# Database

Nodewood uses PostgreSQL as its database of choice. PostgreSQL has a lot of advanced features for when your application grows in complexity, but has excellent defaults to start you off with and can help ensure that you design and grow a solid schema.

# Configuration

Your database connection is configured using a .env file at the root of your project. This file is ignored by Git, which means it must be set up uniquely for every environment/machine, and it is safe to store secrets in.
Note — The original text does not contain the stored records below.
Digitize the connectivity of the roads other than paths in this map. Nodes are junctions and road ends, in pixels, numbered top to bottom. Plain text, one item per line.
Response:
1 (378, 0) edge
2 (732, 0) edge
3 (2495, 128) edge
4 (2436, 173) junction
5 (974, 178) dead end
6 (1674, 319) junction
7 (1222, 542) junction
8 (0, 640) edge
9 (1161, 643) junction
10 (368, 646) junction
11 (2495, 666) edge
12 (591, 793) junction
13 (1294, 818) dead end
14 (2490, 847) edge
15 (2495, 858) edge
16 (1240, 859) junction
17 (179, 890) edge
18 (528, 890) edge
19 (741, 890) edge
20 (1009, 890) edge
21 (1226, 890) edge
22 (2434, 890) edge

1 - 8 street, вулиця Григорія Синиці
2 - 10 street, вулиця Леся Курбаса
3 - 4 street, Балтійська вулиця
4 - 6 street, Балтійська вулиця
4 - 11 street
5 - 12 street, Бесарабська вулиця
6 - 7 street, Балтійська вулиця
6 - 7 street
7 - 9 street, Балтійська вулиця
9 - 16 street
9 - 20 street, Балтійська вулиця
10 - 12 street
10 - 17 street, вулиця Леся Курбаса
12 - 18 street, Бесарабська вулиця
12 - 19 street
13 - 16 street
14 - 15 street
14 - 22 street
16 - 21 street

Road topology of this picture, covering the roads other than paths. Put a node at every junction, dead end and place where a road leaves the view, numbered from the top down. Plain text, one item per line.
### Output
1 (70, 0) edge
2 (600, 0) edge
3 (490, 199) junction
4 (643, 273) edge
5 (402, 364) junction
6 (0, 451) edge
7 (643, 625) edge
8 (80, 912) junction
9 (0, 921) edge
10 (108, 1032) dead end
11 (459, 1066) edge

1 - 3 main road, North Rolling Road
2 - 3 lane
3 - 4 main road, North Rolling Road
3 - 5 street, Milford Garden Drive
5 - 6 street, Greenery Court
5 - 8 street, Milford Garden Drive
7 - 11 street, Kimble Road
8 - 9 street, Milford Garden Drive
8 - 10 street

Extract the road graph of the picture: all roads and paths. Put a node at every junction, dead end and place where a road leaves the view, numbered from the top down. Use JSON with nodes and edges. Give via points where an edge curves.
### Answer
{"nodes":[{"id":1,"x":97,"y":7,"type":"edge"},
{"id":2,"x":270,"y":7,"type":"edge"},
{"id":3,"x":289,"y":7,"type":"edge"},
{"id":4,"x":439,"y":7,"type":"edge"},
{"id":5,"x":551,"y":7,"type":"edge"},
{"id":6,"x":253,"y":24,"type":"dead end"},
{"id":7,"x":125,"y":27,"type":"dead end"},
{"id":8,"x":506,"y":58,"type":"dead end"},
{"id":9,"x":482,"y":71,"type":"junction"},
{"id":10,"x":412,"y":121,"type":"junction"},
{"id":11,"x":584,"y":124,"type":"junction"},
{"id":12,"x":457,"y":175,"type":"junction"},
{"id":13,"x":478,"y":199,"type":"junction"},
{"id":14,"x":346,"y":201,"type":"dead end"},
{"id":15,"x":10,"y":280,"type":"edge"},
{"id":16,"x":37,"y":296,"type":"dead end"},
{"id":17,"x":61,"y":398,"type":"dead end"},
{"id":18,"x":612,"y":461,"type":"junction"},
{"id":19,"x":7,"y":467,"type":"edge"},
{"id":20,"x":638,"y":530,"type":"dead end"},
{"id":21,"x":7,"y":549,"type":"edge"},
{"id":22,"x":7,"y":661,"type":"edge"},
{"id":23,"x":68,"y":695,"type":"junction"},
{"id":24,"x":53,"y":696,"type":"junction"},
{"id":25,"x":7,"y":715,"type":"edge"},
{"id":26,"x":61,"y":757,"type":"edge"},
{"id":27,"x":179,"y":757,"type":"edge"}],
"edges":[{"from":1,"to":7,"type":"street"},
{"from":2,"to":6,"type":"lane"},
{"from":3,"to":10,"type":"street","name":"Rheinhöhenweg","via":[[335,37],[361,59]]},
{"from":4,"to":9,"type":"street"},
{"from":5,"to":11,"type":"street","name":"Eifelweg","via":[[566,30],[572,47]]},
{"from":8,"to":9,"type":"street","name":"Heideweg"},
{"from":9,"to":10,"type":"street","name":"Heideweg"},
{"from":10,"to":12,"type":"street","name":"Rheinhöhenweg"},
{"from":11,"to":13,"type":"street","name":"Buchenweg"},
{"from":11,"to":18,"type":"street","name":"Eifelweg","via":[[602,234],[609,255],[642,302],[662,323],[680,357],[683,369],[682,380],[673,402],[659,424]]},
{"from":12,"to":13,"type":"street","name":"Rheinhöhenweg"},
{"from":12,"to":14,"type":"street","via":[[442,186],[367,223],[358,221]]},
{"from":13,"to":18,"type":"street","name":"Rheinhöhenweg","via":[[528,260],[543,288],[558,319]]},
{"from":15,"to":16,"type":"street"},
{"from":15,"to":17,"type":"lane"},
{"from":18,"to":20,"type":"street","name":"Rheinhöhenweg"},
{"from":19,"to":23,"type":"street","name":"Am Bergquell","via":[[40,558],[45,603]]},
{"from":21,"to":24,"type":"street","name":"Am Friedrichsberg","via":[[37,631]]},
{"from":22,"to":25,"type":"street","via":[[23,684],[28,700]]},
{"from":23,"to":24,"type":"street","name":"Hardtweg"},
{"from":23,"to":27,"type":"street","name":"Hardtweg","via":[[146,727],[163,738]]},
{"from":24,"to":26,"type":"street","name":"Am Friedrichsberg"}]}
The following configuration variables control your connection to the database:

  • DB_HOST: The IP address or URL of the database server. (e.g. '')
  • DB_PORT: The port of the database server. (e.g. '5432')
  • DB_DB: The name of your database. (e.g. 'nodewood')
  • DB_USER: The username that is authenticated to connect to your database. (e.g. 'nodewood_user')
  • DB_PASS: The password for the provided username. (e.g. 'god')

# Data mapping

Nodewood does not use an ORM for data access, but rather a data mapper called MassiveJS. This is because Nodewood models are shared between the front-end and back-end, and thus can't contain any methods for accessing the database. Instead, Services are used to load data from the database and build models to work with. Check the relevant sections of the Node documentation for more information, and the MassiveJS documentation for information about how to send queries and statements to your database.

# Migrations

While Nodewood uses MassiveJS for database access, it doesn't come with a built-in migrations library. So for this purpose, we use the excellent migrations capabilities of Knex.JS.

# Creating

To add a new migration with some sample code to get you rolling, run:

nodewood add migration NAME

Replace NAME with a descriptive name of the migration you wish to create. The migration will be created in app/migrations, prefixed with a timestamp of the time when you created the migration. This prevents migration collisions should you name two migrations the same thing (ill-advice and confusing, but not catastrophic).

# Running Migrations

To run existing migrations, run:

nodewood migrate

This will run all migrations from the app/migrations and wood/migrations folders. You can optionally add test to the end of the command (nodewood migrate test) to run migrations against the test database.

# Rolling back

To rollback the most-recent set of changes, run:

nodewood rollback

Again, you can add test to the end of the command (nodewood rollback test) to rollback the most recent set of changes from the test database.